The Center for Lowell History at UMass Lowell, which is part of the university’s library, now includes the Jack Neary Collection, a raft of published plays, draft scripts, notes, short stories, articles, playbills, press clippings, reviews and correspondence from his many projects.
“You do something, you create a certain amount of work over the course of an artistic life, and if you’re lucky, you’ll have material out there like plays and acting appearances that will withstand the course of time,” Neary said of the donation. “It’s here because I did the work, and I wanted to let somebody know.”
Much of Neary’s creative life is informed by his upbringing in Lowell’s Sacred Heart neighborhood. In 1973, he earned an English degree from Lowell State College, one of UMass Lowell’s predecessor institutions, and pursued a career as an actor, before turning to playwriting. His initial effort, “First Night,” originally conceived as a one-act play, became a full-length production staged around the country, including off-Broadway, at the Westside Theater in New York City. The play “Trick or Treat,” which he wrote for Emmy winner Gordon Clapp of “NYPD Blue,” also played off-Broadway in 2019 after a highly successful run at Northern Stage in White River Junction, Vermont.
From baseball to religion, to the common day-to-day of modern lives, subjects explored in his works are often anchored in American culture, and he has mined his hometown experience for gems on stage. Writer, colleague and fellow UMass Lowell graduate Paul Marion, founder of Loom Press, praised Neary as “the Neil Simon of Lowell, for the way audiences connect with the humanity in his characters and stories.”

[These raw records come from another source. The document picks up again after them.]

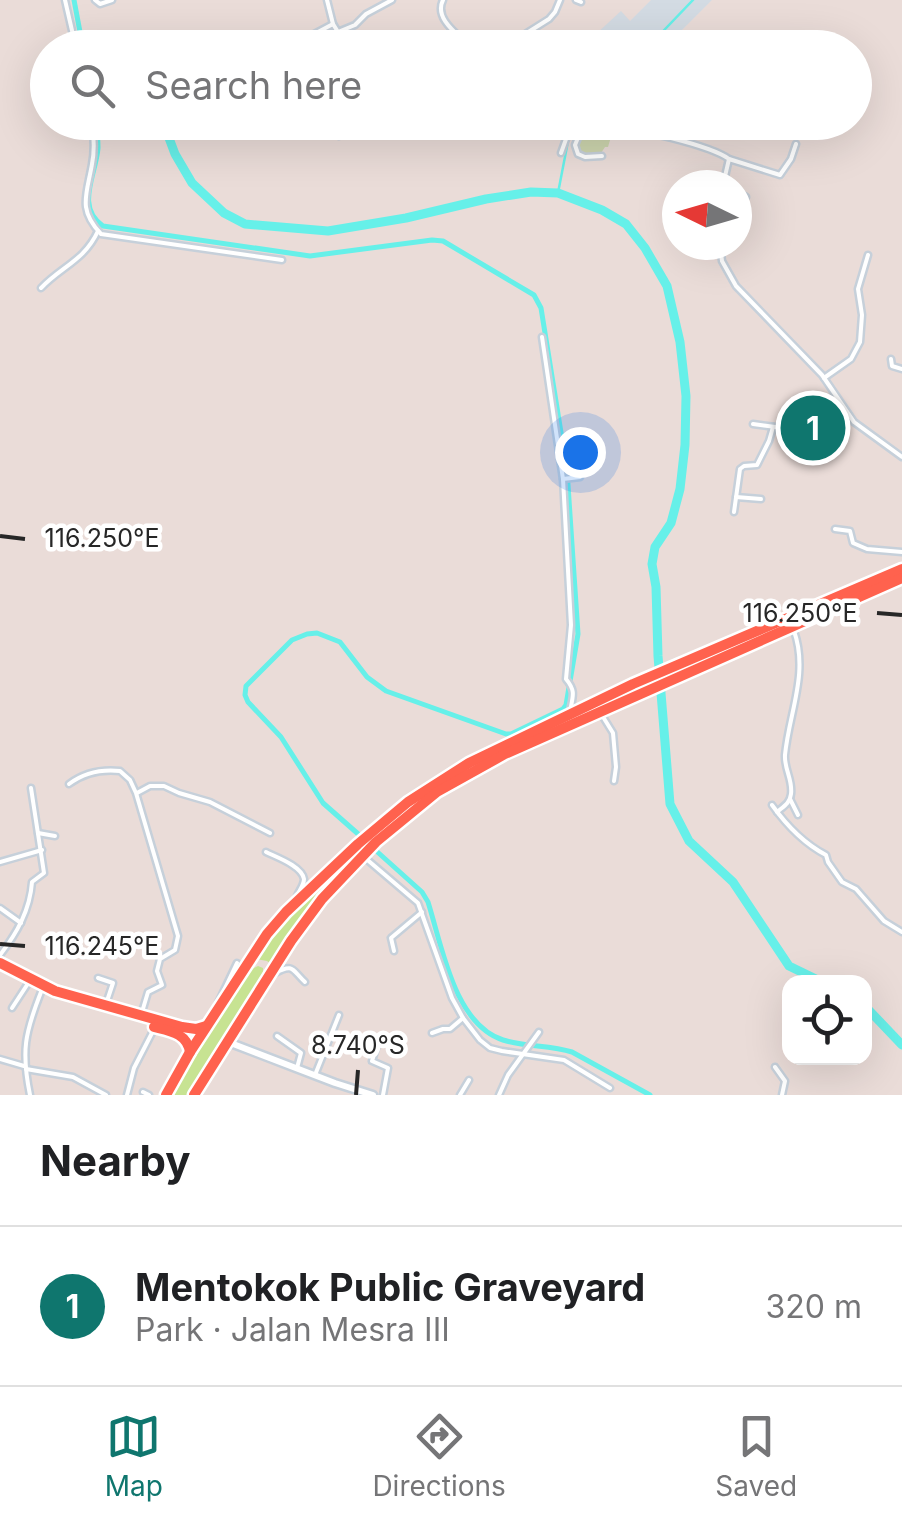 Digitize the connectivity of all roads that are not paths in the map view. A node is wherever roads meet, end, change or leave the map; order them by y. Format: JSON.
{"nodes":[{"id":1,"x":65,"y":0,"type":"edge"},
{"id":2,"x":112,"y":0,"type":"edge"},
{"id":3,"x":327,"y":0,"type":"edge"},
{"id":4,"x":392,"y":0,"type":"edge"},
{"id":5,"x":443,"y":0,"type":"edge"},
{"id":6,"x":560,"y":0,"type":"edge"},
{"id":7,"x":98,"y":2,"type":"edge"},
{"id":8,"x":334,"y":24,"type":"junction"},
{"id":9,"x":72,"y":30,"type":"edge"},
{"id":10,"x":322,"y":30,"type":"edge"},
{"id":11,"x":337,"y":30,"type":"edge"},
{"id":12,"x":343,"y":30,"type":"edge"},
{"id":13,"x":454,"y":30,"type":"edge"},
{"id":14,"x":531,"y":30,"type":"edge"},
{"id":15,"x":94,"y":140,"type":"edge"},
{"id":16,"x":569,"y":140,"type":"edge"},
{"id":17,"x":575,"y":140,"type":"edge"},
{"id":18,"x":677,"y":140,"type":"edge"},
{"id":19,"x":796,"y":144,"type":"dead end"},
{"id":20,"x":562,"y":153,"type":"dead end"},
{"id":21,"x":602,"y":156,"type":"dead end"},
{"id":22,"x":730,"y":159,"type":"junction"},
{"id":23,"x":727,"y":170,"type":"edge"},
{"id":24,"x":98,"y":231,"type":"junction"},
{"id":25,"x":868,"y":256,"type":"dead end"},
{"id":26,"x":282,"y":260,"type":"dead end"},
{"id":27,"x":723,"y":260,"type":"edge"},
{"id":28,"x":41,"y":288,"type":"dead end"},
{"id":29,"x":542,"y":337,"type":"dead end"},
{"id":30,"x":891,"y":359,"type":"dead end"},
{"id":31,"x":902,"y":369,"type":"edge"},
{"id":32,"x":824,"y":378,"type":"junction"},
{"id":33,"x":849,"y":416,"type":"junction"},
{"id":34,"x":752,"y":424,"type":"dead end"},
{"id":35,"x":773,"y":427,"type":"junction"},
{"id":36,"x":902,"y":447,"type":"edge"},
{"id":37,"x":900,"y":456,"type":"edge"},
{"id":38,"x":580,"y":478,"type":"dead end"},
{"id":39,"x":564,"y":479,"type":"junction"},
{"id":40,"x":736,"y":497,"type":"junction"},
{"id":41,"x":760,"y":500,"type":"dead end"},
{"id":42,"x":734,"y":512,"type":"dead end"},
{"id":43,"x":836,"y":529,"type":"dead end"},
{"id":44,"x":902,"y":552,"type":"edge"},
{"id":45,"x":902,"y":569,"type":"edge"},
{"id":46,"x":902,"y":578,"type":"edge"},
{"id":47,"x":793,"y":626,"type":"junction"},
{"id":48,"x":688,"y":666,"type":"junction"},
{"id":49,"x":634,"y":690,"type":"junction"},
{"id":50,"x":600,"y":712,"type":"junction"},
{"id":51,"x":570,"y":716,"type":"junction"},
{"id":52,"x":471,"y":767,"type":"junction"},
{"id":53,"x":614,"y":781,"type":"dead end"},
{"id":54,"x":69,"y":784,"type":"dead end"},
{"id":55,"x":31,"y":788,"type":"dead end"},
{"id":56,"x":136,"y":793,"type":"junction"},
{"id":57,"x":790,"y":799,"type":"junction"},
{"id":58,"x":772,"y":805,"type":"dead end"},
{"id":59,"x":777,"y":812,"type":"junction"},
{"id":60,"x":798,"y":815,"type":"dead end"},
{"id":61,"x":270,"y":832,"type":"dead end"},
{"id":62,"x":38,"y":833,"type":"junction"},
{"id":63,"x":54,"y":836,"type":"dead end"},
{"id":64,"x":42,"y":850,"type":"junction"},
{"id":65,"x":361,"y":851,"type":"junction"},
{"id":66,"x":266,"y":852,"type":"dead end"},
{"id":67,"x":0,"y":862,"type":"edge"},
{"id":68,"x":299,"y":900,"type":"junction"},
{"id":69,"x":0,"y":908,"type":"edge"},
{"id":70,"x":422,"y":912,"type":"junction"},
{"id":71,"x":21,"y":923,"type":"junction"},
{"id":72,"x":902,"y":932,"type":"edge"},
{"id":73,"x":394,"y":951,"type":"dead end"},
{"id":74,"x":0,"y":955,"type":"edge"},
{"id":75,"x":243,"y":963,"type":"junction"},
{"id":76,"x":0,"y":966,"type":"edge"},
{"id":77,"x":270,"y":974,"type":"junction"},
{"id":78,"x":98,"y":978,"type":"dead end"},
{"id":79,"x":305,"y":982,"type":"dead end"},
{"id":80,"x":27,"y":984,"type":"junction"},
{"id":81,"x":40,"y":992,"type":"junction"},
{"id":82,"x":12,"y":1008,"type":"dead end"},
{"id":83,"x":108,"y":1009,"type":"junction"},
{"id":84,"x":339,"y":1015,"type":"dead end"},
{"id":85,"x":141,"y":1016,"type":"junction"},
{"id":86,"x":463,"y":1018,"type":"junction"},
{"id":87,"x":206,"y":1026,"type":"junction"},
{"id":88,"x":156,"y":1027,"type":"junction"},
{"id":89,"x":539,"y":1032,"type":"dead end"},
{"id":90,"x":432,"y":1033,"type":"dead end"},
{"id":91,"x":277,"y":1036,"type":"dead end"},
{"id":92,"x":227,"y":1042,"type":"junction"},
{"id":93,"x":378,"y":1042,"type":"dead end"},
{"id":94,"x":190,"y":1052,"type":"junction"},
{"id":95,"x":525,"y":1053,"type":"junction"},
{"id":96,"x":0,"y":1059,"type":"edge"},
{"id":97,"x":775,"y":1066,"type":"dead end"},
{"id":98,"x":26,"y":1067,"type":"junction"},
{"id":99,"x":297,"y":1068,"type":"junction"},
{"id":100,"x":315,"y":1075,"type":"junction"},
{"id":101,"x":469,"y":1080,"type":"dead end"},
{"id":102,"x":610,"y":1088,"type":"dead end"},
{"id":103,"x":338,"y":1089,"type":"edge"},
{"id":104,"x":30,"y":1095,"type":"edge"},
{"id":105,"x":106,"y":1095,"type":"edge"},
{"id":106,"x":127,"y":1095,"type":"edge"},
{"id":107,"x":166,"y":1095,"type":"edge"},
{"id":108,"x":194,"y":1095,"type":"edge"},
{"id":109,"x":373,"y":1095,"type":"edge"},
{"id":110,"x":383,"y":1095,"type":"edge"},
{"id":111,"x":460,"y":1095,"type":"edge"},
{"id":112,"x":499,"y":1095,"type":"edge"},
{"id":113,"x":782,"y":1095,"type":"edge"}],
"edges":[{"from":1,"to":9,"type":"street"},
{"from":2,"to":7,"type":"street"},
{"from":3,"to":8,"type":"street"},
{"from":4,"to":12,"type":"street"},
{"from":5,"to":13,"type":"street"},
{"from":6,"to":14,"type":"street"},
{"from":8,"to":10,"type":"street"},
{"from":8,"to":11,"type":"street"},
{"from":15,"to":24,"type":"street"},
{"from":16,"to":20,"type":"street"},
{"from":17,"to":21,"type":"street"},
{"from":18,"to":22,"type":"street"},
{"from":19,"to":22,"type":"street"},
{"from":22,"to":23,"type":"street"},
{"from":24,"to":26,"type":"street"},
{"from":24,"to":28,"type":"street"},
{"from":25,"to":32,"type":"street"},
{"from":27,"to":32,"type":"street"},
{"from":29,"to":39,"type":"street"},
{"from":30,"to":31,"type":"street"},
{"from":32,"to":33,"type":"street"},
{"from":33,"to":35,"type":"street"},
{"from":33,"to":37,"type":"street"},
{"from":34,"to":35,"type":"street"},
{"from":35,"to":40,"type":"street"},
{"from":36,"to":37,"type":"street"},
{"from":38,"to":39,"type":"street"},
{"from":39,"to":51,"type":"street"},
{"from":40,"to":41,"type":"street"},
{"from":40,"to":42,"type":"street"},
{"from":43,"to":44,"type":"street"},
{"from":45,"to":48,"type":"highway"},
{"from":46,"to":47,"type":"highway"},
{"from":47,"to":48,"type":"highway"},
{"from":47,"to":57,"type":"street"},
{"from":48,"to":49,"type":"highway"},
{"from":49,"to":50,"type":"highway"},
{"from":49,"to":51,"type":"highway"},
{"from":50,"to":52,"type":"highway"},
{"from":50,"to":53,"type":"street"},
{"from":51,"to":52,"type":"highway"},
{"from":52,"to":65,"type":"highway"},
{"from":54,"to":56,"type":"street"},
{"from":55,"to":62,"type":"street"},
{"from":56,"to":61,"type":"street"},
{"from":56,"to":85,"type":"street"},
{"from":57,"to":59,"type":"street"},
{"from":57,"to":60,"type":"street"},
{"from":58,"to":59,"type":"street"},
{"from":59,"to":72,"type":"street"},
{"from":62,"to":63,"type":"street"},
{"from":62,"to":64,"type":"street"},
{"from":64,"to":67,"type":"street"},
{"from":64,"to":71,"type":"street"},
{"from":65,"to":68,"type":"highway"},
{"from":65,"to":70,"type":"street"},
{"from":65,"to":77,"type":"highway"},
{"from":66,"to":68,"type":"street"},
{"from":68,"to":75,"type":"highway"},
{"from":69,"to":71,"type":"street"},
{"from":70,"to":73,"type":"street"},
{"from":70,"to":86,"type":"street"},
{"from":71,"to":74,"type":"street"},
{"from":75,"to":77,"type":"highway"},
{"from":75,"to":87,"type":"highway"},
{"from":76,"to":80,"type":"highway"},
{"from":76,"to":83,"type":"highway"},
{"from":77,"to":79,"type":"street"},
{"from":77,"to":92,"type":"highway"},
{"from":78,"to":83,"type":"street"},
{"from":80,"to":81,"type":"highway"},
{"from":80,"to":82,"type":"street"},
{"from":81,"to":83,"type":"highway"},
{"from":81,"to":98,"type":"street"},
{"from":83,"to":85,"type":"highway"},
{"from":83,"to":88,"type":"highway"},
{"from":84,"to":100,"type":"street"},
{"from":85,"to":87,"type":"highway"},
{"from":86,"to":90,"type":"street"},
{"from":86,"to":95,"type":"street"},
{"from":87,"to":94,"type":"highway"},
{"from":88,"to":94,"type":"highway"},
{"from":88,"to":106,"type":"street"},
{"from":89,"to":95,"type":"street"},
{"from":91,"to":99,"type":"street"},
{"from":92,"to":99,"type":"main road"},
{"from":92,"to":108,"type":"highway"},
{"from":93,"to":110,"type":"street"},
{"from":94,"to":107,"type":"highway"},
{"from":95,"to":102,"type":"street"},
{"from":95,"to":112,"type":"street"},
{"from":96,"to":98,"type":"street"},
{"from":97,"to":113,"type":"street"},
{"from":98,"to":104,"type":"street"},
{"from":98,"to":105,"type":"street"},
{"from":99,"to":100,"type":"main road"},
{"from":100,"to":103,"type":"main road"},
{"from":101,"to":111,"type":"street"},
{"from":103,"to":109,"type":"main road"}]}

“This is an important donation because Jack Neary has long portrayed the city of Lowell in his plays; it’s also important to highlight collections donated by alumni of the university who were born and bred in Lowell. The collection is a great addition to the archives for UMass Lowell English and theatre arts students to explore,” said Public Services and Special Collections Archivist for the Center for Lowell History Carisa Kolias.
Among his acting credits, Neary has appeared on television in “Spenser: For Hire,” “Law and Order,” and “Brotherhood,” and in the Ben Affleck film “The Town,” as well as alongside Johnny Depp in “Black Mass.”

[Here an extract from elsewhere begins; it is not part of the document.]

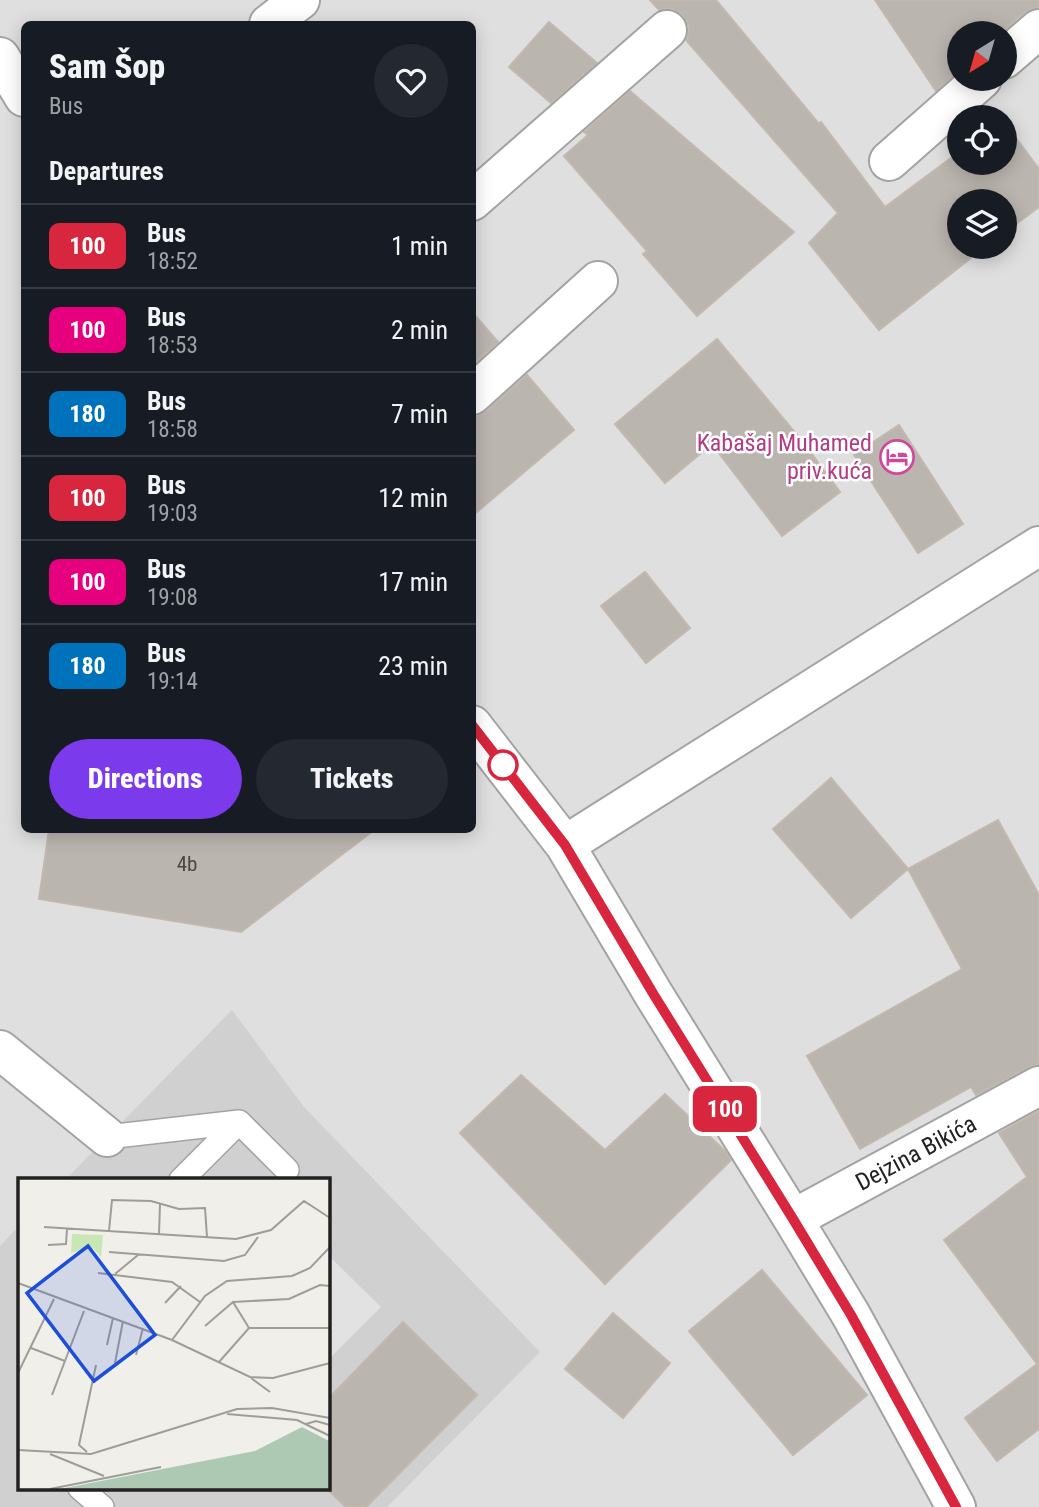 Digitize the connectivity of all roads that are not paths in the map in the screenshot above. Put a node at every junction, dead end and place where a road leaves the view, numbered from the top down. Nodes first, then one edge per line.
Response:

For much of his career, Neary wrote and directed plays in regional theater across New England. Most recently, he staged the award-winning “The Stands,” at Firehouse Center for the Arts in Newburyport, Massachusetts. The curtain will rise on his adaptation of Edgar Allan Poe’s “The Fall of the House of Usher,” at the Players’ Ring Theatre in Portsmouth, New Hampshire, Thursday, Oct. 31.

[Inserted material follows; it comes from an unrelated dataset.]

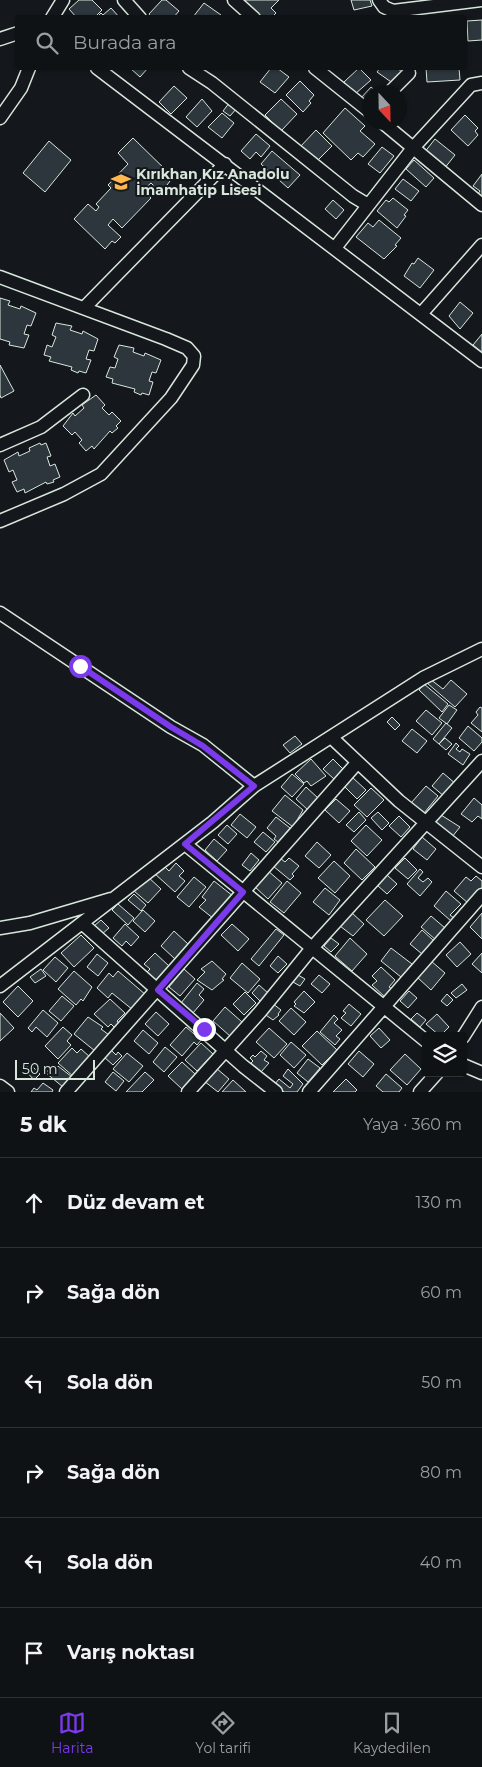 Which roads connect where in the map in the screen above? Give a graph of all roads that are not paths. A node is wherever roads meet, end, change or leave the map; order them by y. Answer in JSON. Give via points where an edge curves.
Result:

Neary founded two theater companies as their producer and artistic director: New Century Theatre, which ran for 27 years at Smith College, and the Greater Lowell Music Theatre, in residence at UMass Lowell from 2012 through 2015. Co-founded by fellow UMass Lowell alumnus Leon Grande, along with Phyllis Long George, the latter company produced four summers of full-scale musicals and concerts. He served as the producer and artistic director of Mount Holyoke College Summer Theatre between from 1983 to 1985, and again in 1998 to 1999.
Researchers exploring theater arts, English, creative writing, and related fields who are interested in viewing and using the collection are encouraged to make an appointment with the center via an email to archives@uml.edu.
Located in the Mogan Cultural Center at 40 French St., Lowell, the center contains both archives and special collections dedicated to the preservation of Greater Lowell and UMass Lowell history. Collections support research in a range of topics, including the people, cultures, businesses, and natural and built environments of Lowell.
With materials dating to before Lowell’s founding, and spanning to the present day, the archives include photographs, newspapers, letters, journals, records, maps, atlases, oral history interviews and more. Documents speak to historical events and innovations developed in Lowell and cover a range of subject areas, including American and cultural studies, education, environmental history, history of engineering and technology, ethnicity, gender studies, immigration, literature, music, religion, social movements, theater arts, and women’s history among other topics.